_Prompt_
Could you copy every entry exactly, with nothing changed?

Stored items
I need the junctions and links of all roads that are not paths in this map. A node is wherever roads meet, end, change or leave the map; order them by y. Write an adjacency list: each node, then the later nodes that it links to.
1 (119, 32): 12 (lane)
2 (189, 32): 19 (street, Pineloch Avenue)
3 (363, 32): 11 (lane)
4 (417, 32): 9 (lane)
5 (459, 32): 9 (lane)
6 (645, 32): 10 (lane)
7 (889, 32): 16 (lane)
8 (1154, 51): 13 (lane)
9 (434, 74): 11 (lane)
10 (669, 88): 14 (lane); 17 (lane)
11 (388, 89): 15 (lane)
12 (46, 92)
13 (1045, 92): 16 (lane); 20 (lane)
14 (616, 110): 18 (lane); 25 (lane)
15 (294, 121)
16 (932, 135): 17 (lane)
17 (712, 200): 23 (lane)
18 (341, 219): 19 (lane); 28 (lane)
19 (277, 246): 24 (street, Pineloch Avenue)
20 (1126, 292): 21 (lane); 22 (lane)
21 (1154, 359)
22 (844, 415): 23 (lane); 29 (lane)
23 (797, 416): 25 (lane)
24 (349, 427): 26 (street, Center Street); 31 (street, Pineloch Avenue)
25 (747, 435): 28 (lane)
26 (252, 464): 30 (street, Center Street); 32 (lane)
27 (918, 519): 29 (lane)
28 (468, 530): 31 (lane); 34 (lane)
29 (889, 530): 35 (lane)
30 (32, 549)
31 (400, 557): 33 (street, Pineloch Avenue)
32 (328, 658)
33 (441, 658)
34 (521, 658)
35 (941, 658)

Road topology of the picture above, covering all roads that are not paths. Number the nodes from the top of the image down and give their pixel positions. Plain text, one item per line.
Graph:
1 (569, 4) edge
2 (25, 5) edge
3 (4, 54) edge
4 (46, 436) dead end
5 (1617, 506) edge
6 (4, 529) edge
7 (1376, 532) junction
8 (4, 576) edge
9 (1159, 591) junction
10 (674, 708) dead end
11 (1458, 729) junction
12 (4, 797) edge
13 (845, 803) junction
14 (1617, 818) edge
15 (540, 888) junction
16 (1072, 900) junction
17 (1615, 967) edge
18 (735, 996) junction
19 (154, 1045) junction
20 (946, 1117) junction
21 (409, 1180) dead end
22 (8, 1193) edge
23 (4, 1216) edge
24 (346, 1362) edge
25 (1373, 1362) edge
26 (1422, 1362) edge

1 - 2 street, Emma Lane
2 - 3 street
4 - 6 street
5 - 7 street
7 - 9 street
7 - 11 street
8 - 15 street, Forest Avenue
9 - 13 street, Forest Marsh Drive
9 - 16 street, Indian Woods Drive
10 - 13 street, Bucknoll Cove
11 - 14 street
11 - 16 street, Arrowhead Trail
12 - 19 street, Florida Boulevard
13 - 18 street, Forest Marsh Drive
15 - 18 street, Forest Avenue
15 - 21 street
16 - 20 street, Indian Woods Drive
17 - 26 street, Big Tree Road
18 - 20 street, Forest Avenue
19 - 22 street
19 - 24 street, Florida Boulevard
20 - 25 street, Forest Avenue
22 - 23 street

_Task response_
I need the junctions and links of all roads that are not paths in this map. A node is wherever roads meet, end, change or leave the map; order them by y. Write an adjacency list: each node, then the later nodes that it links to.
1 (119, 32): 12 (lane)
2 (189, 32): 19 (street, Pineloch Avenue)
3 (363, 32): 11 (lane)
4 (417, 32): 9 (lane)
5 (459, 32): 9 (lane)
6 (645, 32): 10 (lane)
7 (889, 32): 16 (lane)
8 (1154, 51): 13 (lane)
9 (434, 74): 11 (lane)
10 (669, 88): 14 (lane); 17 (lane)
11 (388, 89): 15 (lane)
12 (46, 92)
13 (1045, 92): 16 (lane); 20 (lane)
14 (616, 110): 18 (lane); 25 (lane)
15 (294, 121)
16 (932, 135): 17 (lane)
17 (712, 200): 23 (lane)
18 (341, 219): 19 (lane); 28 (lane)
19 (277, 246): 24 (street, Pineloch Avenue)
20 (1126, 292): 21 (lane); 22 (lane)
21 (1154, 359)
22 (844, 415): 23 (lane); 29 (lane)
23 (797, 416): 25 (lane)
24 (349, 427): 26 (street, Center Street); 31 (street, Pineloch Avenue)
25 (747, 435): 28 (lane)
26 (252, 464): 30 (street, Center Street); 32 (lane)
27 (918, 519): 29 (lane)
28 (468, 530): 31 (lane); 34 (lane)
29 (889, 530): 35 (lane)
30 (32, 549)
31 (400, 557): 33 (street, Pineloch Avenue)
32 (328, 658)
33 (441, 658)
34 (521, 658)
35 (941, 658)

Road topology of the picture above, covering all roads that are not paths. Number the nodes from the top of the image down and give their pixel positions. Plain text, one item per line.
Graph:
1 (569, 4) edge
2 (25, 5) edge
3 (4, 54) edge
4 (46, 436) dead end
5 (1617, 506) edge
6 (4, 529) edge
7 (1376, 532) junction
8 (4, 576) edge
9 (1159, 591) junction
10 (674, 708) dead end
11 (1458, 729) junction
12 (4, 797) edge
13 (845, 803) junction
14 (1617, 818) edge
15 (540, 888) junction
16 (1072, 900) junction
17 (1615, 967) edge
18 (735, 996) junction
19 (154, 1045) junction
20 (946, 1117) junction
21 (409, 1180) dead end
22 (8, 1193) edge
23 (4, 1216) edge
24 (346, 1362) edge
25 (1373, 1362) edge
26 (1422, 1362) edge

1 - 2 street, Emma Lane
2 - 3 street
4 - 6 street
5 - 7 street
7 - 9 street
7 - 11 street
8 - 15 street, Forest Avenue
9 - 13 street, Forest Marsh Drive
9 - 16 street, Indian Woods Drive
10 - 13 street, Bucknoll Cove
11 - 14 street
11 - 16 street, Arrowhead Trail
12 - 19 street, Florida Boulevard
13 - 18 street, Forest Marsh Drive
15 - 18 street, Forest Avenue
15 - 21 street
16 - 20 street, Indian Woods Drive
17 - 26 street, Big Tree Road
18 - 20 street, Forest Avenue
19 - 22 street
19 - 24 street, Florida Boulevard
20 - 25 street, Forest Avenue
22 - 23 street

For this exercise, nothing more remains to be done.